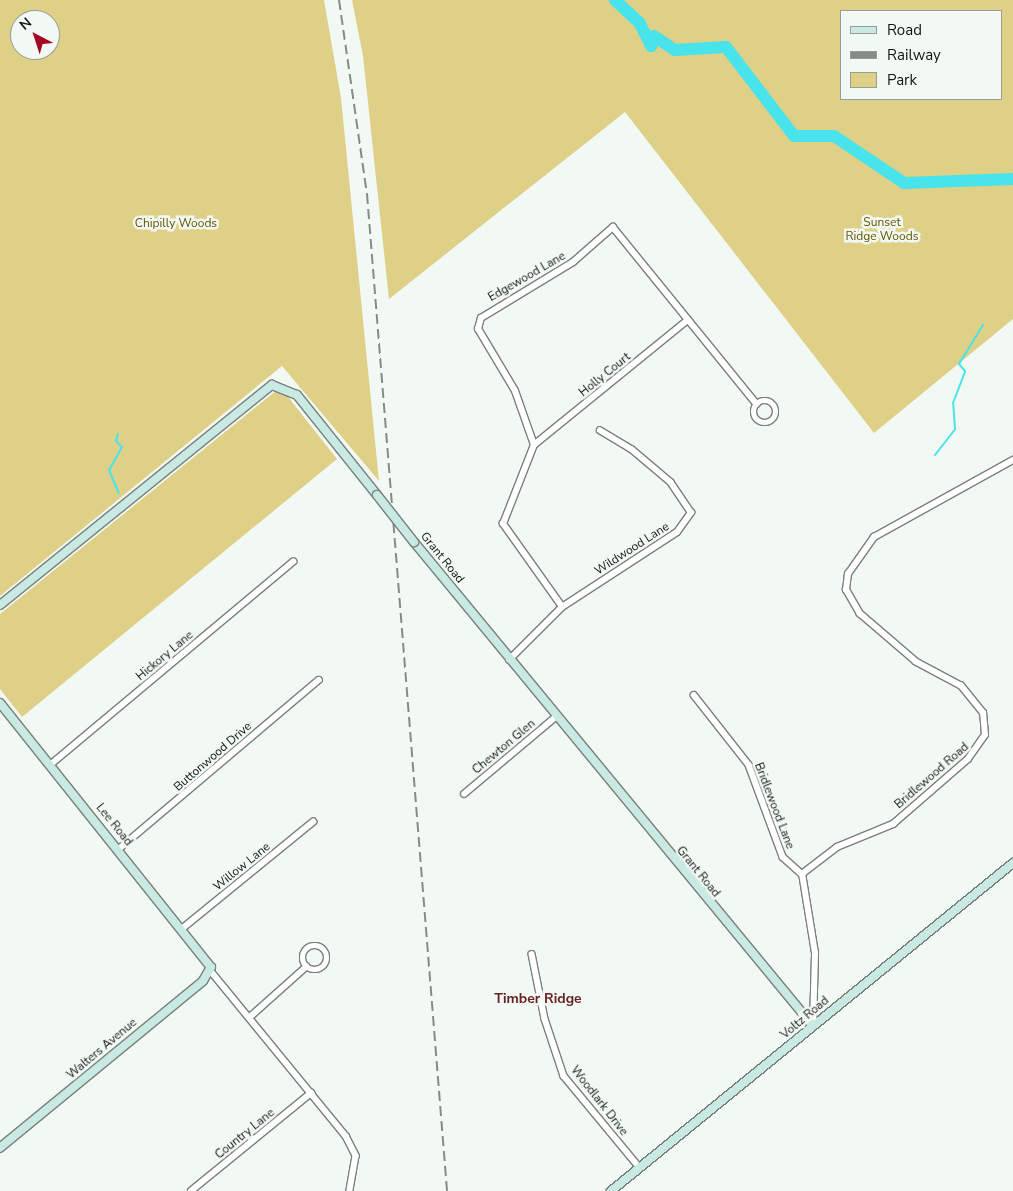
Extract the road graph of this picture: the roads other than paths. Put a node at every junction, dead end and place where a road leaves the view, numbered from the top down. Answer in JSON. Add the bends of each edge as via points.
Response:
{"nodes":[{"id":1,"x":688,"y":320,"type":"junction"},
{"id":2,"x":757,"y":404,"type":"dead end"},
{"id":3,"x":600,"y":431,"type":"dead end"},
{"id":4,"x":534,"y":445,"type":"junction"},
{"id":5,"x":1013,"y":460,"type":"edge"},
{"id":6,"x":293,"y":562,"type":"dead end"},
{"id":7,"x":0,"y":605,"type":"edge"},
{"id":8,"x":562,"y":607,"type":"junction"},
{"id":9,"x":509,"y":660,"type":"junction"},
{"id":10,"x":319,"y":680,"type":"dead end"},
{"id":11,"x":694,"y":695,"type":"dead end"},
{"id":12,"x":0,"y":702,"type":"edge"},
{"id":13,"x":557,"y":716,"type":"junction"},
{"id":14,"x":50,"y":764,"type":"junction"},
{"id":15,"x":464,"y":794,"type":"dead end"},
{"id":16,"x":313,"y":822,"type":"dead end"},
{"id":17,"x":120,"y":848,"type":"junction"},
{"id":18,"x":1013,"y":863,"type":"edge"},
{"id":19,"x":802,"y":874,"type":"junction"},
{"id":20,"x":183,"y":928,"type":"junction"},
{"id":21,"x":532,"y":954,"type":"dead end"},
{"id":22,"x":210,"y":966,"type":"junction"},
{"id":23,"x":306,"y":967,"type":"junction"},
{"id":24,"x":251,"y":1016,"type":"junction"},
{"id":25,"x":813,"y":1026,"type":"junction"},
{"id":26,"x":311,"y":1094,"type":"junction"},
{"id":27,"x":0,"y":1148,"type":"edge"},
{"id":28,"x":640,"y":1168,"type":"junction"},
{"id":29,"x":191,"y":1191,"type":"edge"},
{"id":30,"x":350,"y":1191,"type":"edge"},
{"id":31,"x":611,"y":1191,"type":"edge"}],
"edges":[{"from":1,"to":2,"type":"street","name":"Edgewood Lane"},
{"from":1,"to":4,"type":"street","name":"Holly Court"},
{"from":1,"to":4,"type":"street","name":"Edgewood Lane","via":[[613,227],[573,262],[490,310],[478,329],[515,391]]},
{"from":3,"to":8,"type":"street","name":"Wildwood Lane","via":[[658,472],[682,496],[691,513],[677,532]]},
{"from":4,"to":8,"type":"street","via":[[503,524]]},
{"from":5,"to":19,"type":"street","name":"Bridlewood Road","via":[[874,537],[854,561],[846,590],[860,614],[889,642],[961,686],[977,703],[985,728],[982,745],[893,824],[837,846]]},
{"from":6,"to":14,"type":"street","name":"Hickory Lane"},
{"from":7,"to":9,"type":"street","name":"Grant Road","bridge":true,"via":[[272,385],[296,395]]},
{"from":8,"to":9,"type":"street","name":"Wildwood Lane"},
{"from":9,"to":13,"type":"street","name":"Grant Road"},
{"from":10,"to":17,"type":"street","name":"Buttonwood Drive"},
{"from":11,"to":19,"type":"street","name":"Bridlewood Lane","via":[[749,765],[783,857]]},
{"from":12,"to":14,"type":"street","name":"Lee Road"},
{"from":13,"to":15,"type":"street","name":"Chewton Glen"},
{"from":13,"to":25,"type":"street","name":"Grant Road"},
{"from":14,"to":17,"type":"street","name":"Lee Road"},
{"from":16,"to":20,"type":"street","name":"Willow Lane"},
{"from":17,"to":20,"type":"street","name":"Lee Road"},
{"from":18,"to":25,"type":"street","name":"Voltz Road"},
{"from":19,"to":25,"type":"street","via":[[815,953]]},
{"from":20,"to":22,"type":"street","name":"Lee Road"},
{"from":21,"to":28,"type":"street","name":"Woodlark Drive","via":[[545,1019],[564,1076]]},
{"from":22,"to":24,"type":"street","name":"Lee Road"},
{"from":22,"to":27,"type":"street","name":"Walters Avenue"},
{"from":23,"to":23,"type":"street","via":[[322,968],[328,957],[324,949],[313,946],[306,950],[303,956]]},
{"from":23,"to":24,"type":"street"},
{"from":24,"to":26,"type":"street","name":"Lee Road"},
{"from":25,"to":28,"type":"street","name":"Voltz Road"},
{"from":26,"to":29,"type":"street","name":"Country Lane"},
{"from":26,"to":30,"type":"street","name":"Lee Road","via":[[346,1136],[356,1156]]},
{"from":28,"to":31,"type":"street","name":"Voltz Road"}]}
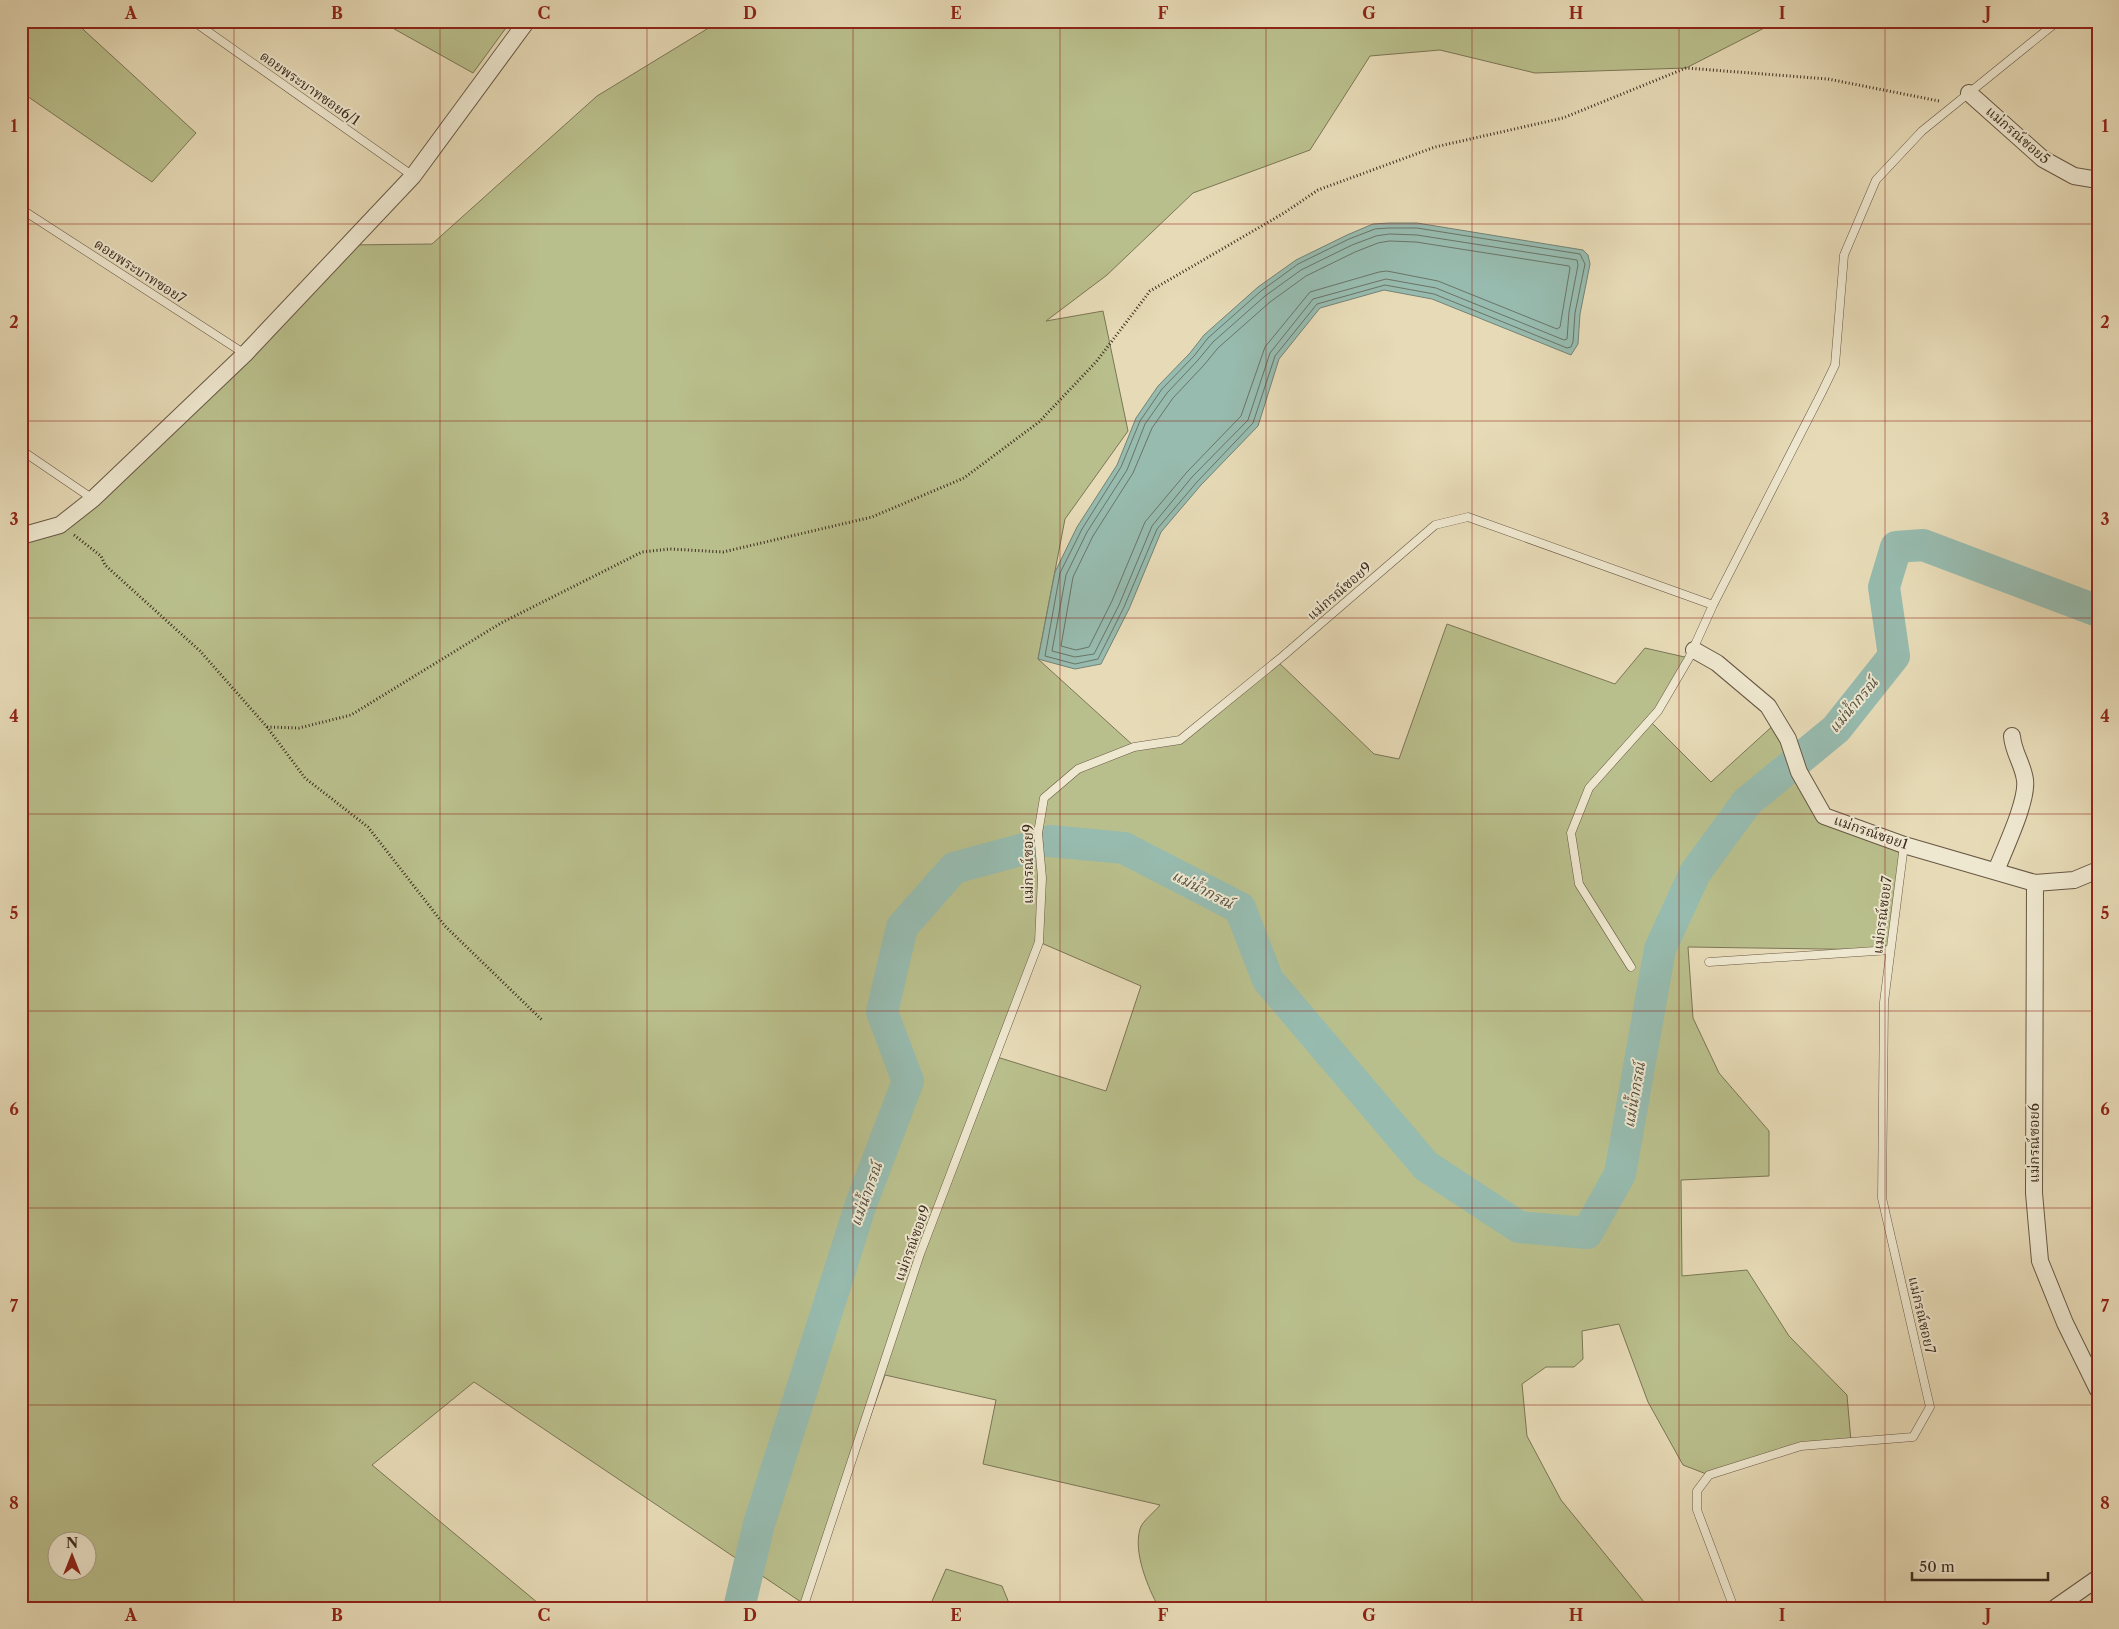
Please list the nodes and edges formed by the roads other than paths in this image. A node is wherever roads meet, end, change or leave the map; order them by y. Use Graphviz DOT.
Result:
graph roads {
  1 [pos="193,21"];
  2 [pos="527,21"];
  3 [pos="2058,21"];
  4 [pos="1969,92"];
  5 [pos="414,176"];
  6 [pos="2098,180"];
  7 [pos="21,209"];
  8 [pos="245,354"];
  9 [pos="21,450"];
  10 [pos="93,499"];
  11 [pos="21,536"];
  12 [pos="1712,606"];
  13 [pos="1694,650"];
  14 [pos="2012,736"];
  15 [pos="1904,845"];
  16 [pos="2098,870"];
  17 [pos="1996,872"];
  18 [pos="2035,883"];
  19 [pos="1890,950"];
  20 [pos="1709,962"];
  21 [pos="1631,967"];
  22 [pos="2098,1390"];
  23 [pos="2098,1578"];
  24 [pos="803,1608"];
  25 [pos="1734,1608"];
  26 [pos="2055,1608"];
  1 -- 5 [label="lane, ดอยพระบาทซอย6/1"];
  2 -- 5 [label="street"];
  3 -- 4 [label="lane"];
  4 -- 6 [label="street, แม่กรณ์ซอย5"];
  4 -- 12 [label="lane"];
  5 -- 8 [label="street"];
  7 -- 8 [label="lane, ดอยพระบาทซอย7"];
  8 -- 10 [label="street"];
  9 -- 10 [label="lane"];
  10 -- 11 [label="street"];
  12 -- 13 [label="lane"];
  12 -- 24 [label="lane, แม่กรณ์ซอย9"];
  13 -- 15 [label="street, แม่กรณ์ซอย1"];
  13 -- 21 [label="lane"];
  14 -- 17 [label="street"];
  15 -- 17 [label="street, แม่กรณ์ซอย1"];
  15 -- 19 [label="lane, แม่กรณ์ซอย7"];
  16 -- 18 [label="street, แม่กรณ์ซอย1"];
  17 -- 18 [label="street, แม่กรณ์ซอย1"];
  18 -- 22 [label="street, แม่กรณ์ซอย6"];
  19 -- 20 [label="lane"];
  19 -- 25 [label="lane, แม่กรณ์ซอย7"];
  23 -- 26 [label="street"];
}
■ ■ ■ ■ ■
* _Problem details_:
For the word "Drive", count how many lines of the entries contain it; give the number and nothing more.

* _Response to the task_:
2